The history of mystery list continues with Lieven Bauwens, a Belgian, stealing the British spinning mule; Thomas Whitty stealing weaving secrets; John Lombe stealing silk machine designs; atomic bomb secrets going everywhere. Even English muffin baking secrets aren't safe. (“...there are but seven executives who know the exact formula that causes the English muffins to develop their nooks and crannies,” and one guy tried to make off with it.)
What we have learned.
• Anyone with exclusive information will attract business spies.
• Industrial spying changes the fortunes of countries and the courses of history.
• Espionage laws with stiff legal penalties do not deter spies.
• History repeats itself.
What we haven’t learned.
• How to stop business espionage.
Competitive advantages are national treasures. Losing a competitive advantage doesn’t just hurt the business which owns it. In the long run, it hurts entire countries and its citizens. The economic damage lasts for centuries.
Viewed in this light, the obligation becomes clear. The keeper of a competitive advantage has a moral and social obligation to protect the asset.
So, why don’t businesses do a better job of protecting their intellectual property?
• No direct ownership of the protection responsibility.
• Short-sighted greed. Security costs a little money. (Very little in the long run.)
• Reliance on espionage laws which are based solely on punishing the spies... if they are caught. If they are not caught the damage still occurs; no one is held accountable.
And now for my cunning plan...
Treat intellectual assets, business secrets, high-level business discussions, communications and critical strategies with the same respect we afford military secrets. They are just as vital, and arguably, more so. Label these gems of information for what they are... National Interest Assets.

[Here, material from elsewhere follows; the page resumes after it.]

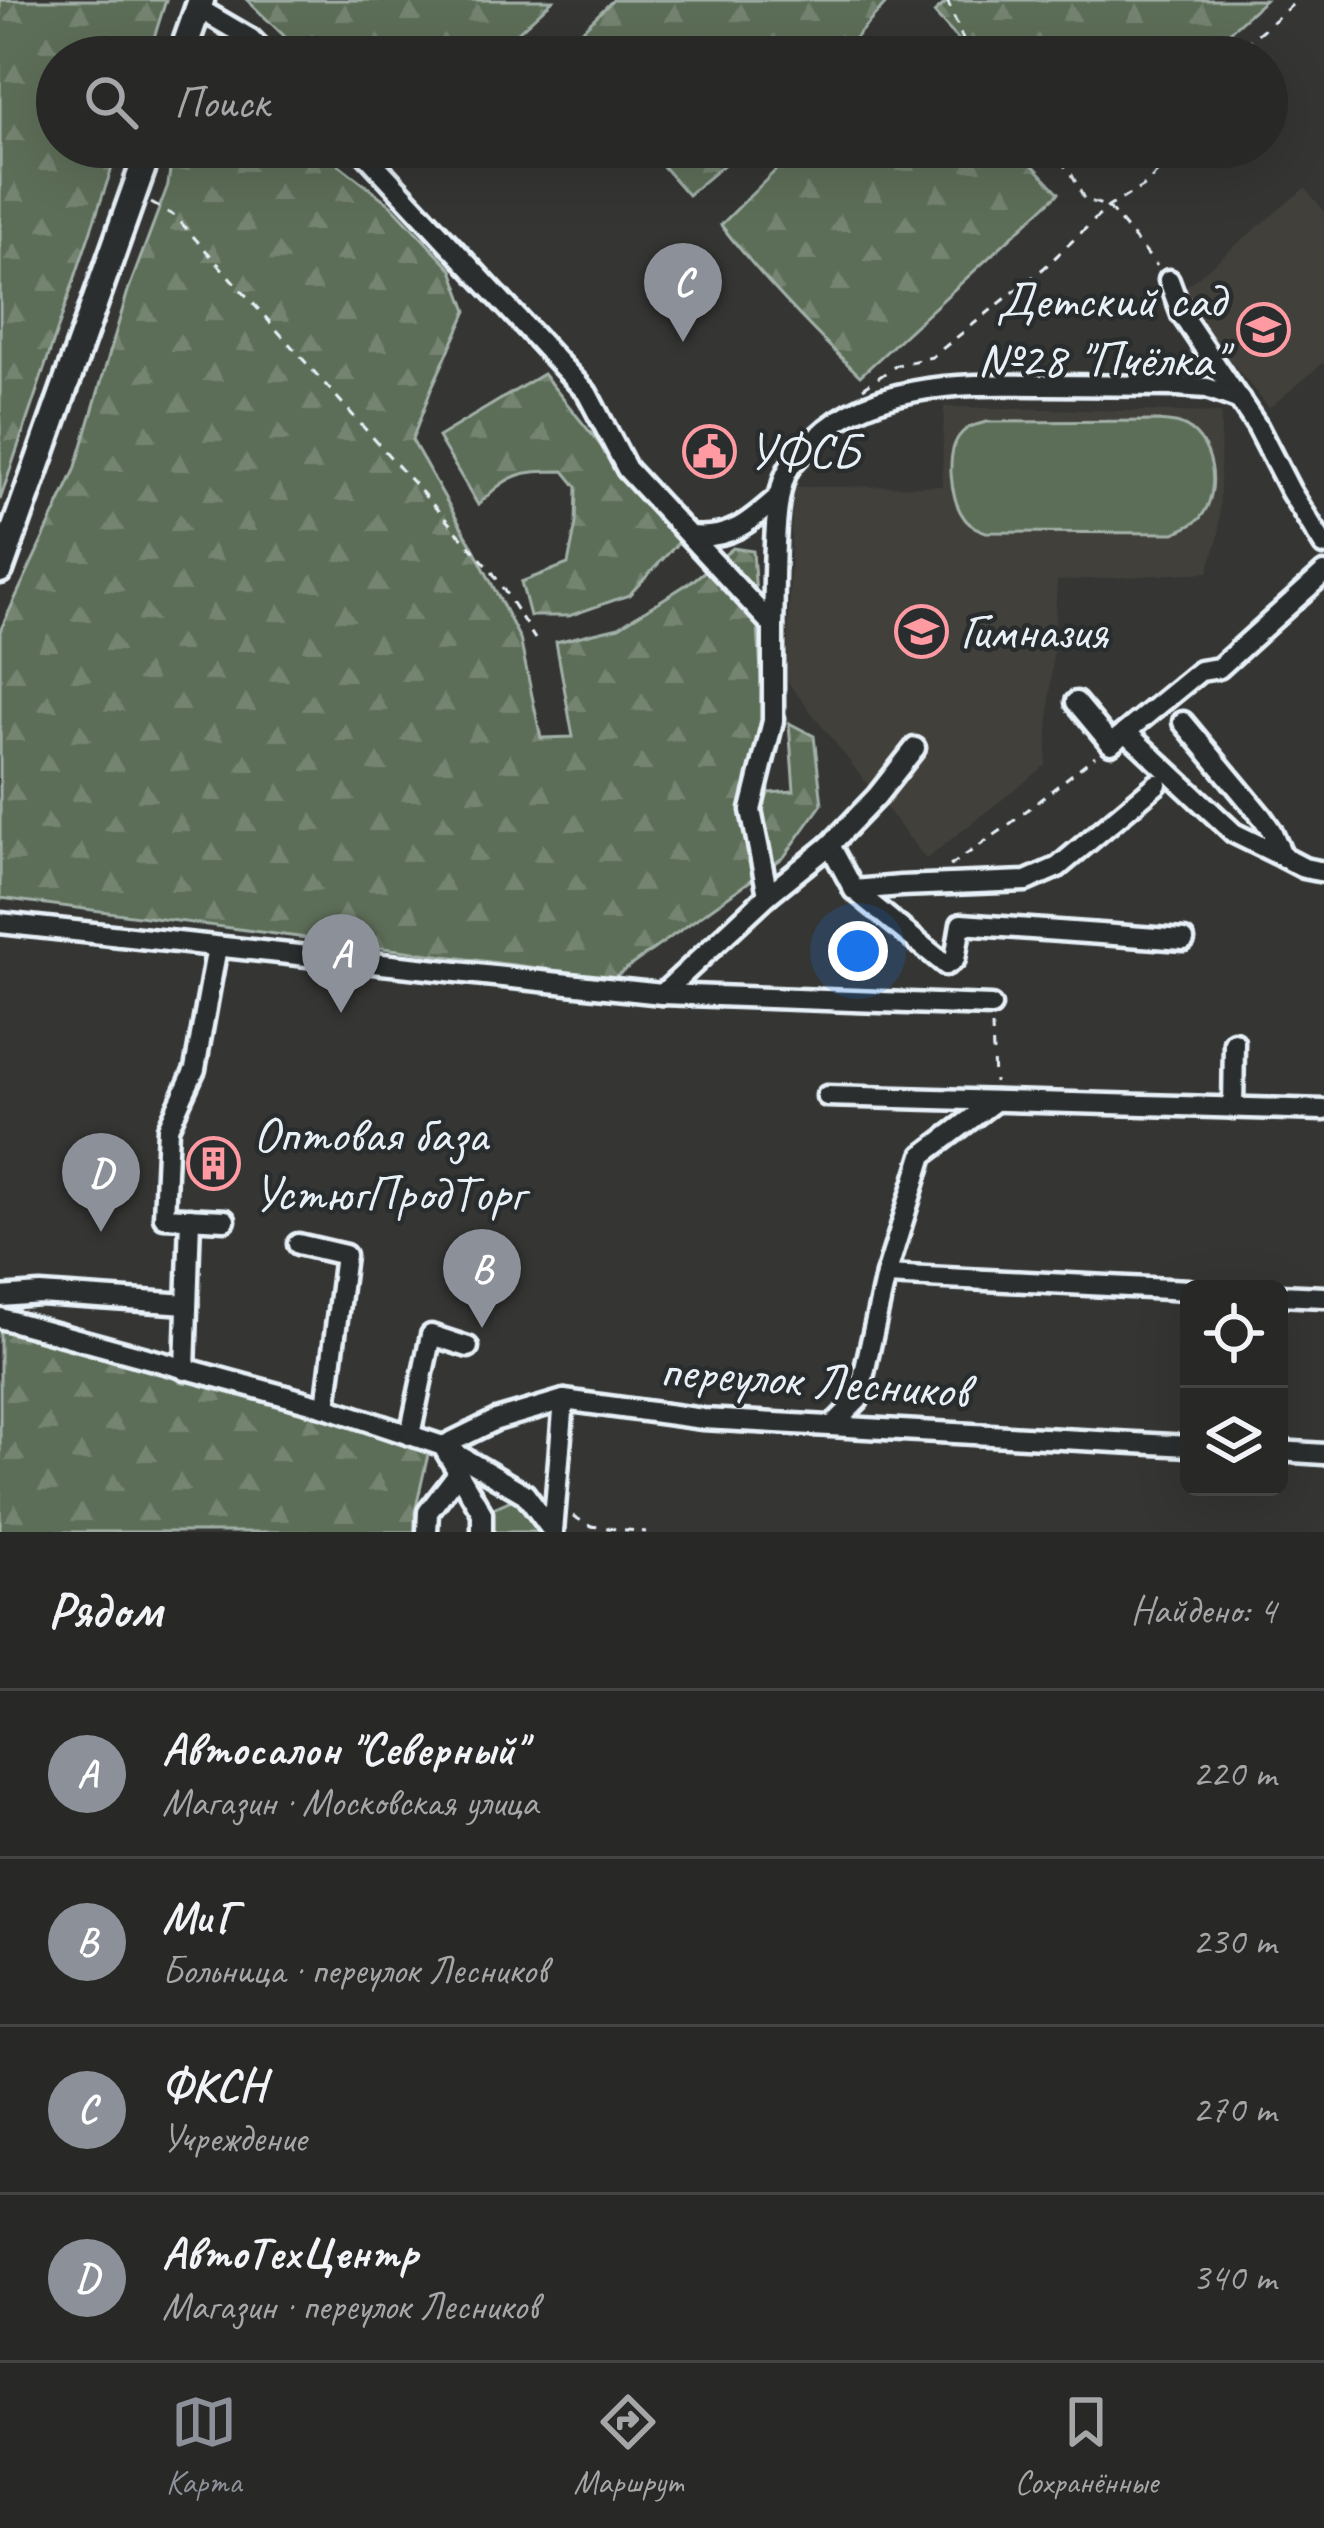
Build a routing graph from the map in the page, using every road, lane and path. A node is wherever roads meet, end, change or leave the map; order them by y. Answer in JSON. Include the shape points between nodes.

Round out the espionage laws.
History has proved the one-sided, punish-the-spy model does not work – even when the penalty is DEATH!
Impose a legal responsibility to proactively protect National Interest Assets. Hold the corporate caretakers of our economic future accountable for protecting their valuables. Create standards of protection. Provide penalties for inadequate or negligent protection. Enforce compliance before the theft occurs. Hey, we do it with medical and financial records.
In short, make proactive counterespionage protection an economically attractive, moral and legal responsibility.
If you agree, please pass this article on to your legislators. I’ll be doing the same here. The end result will benefit everyone.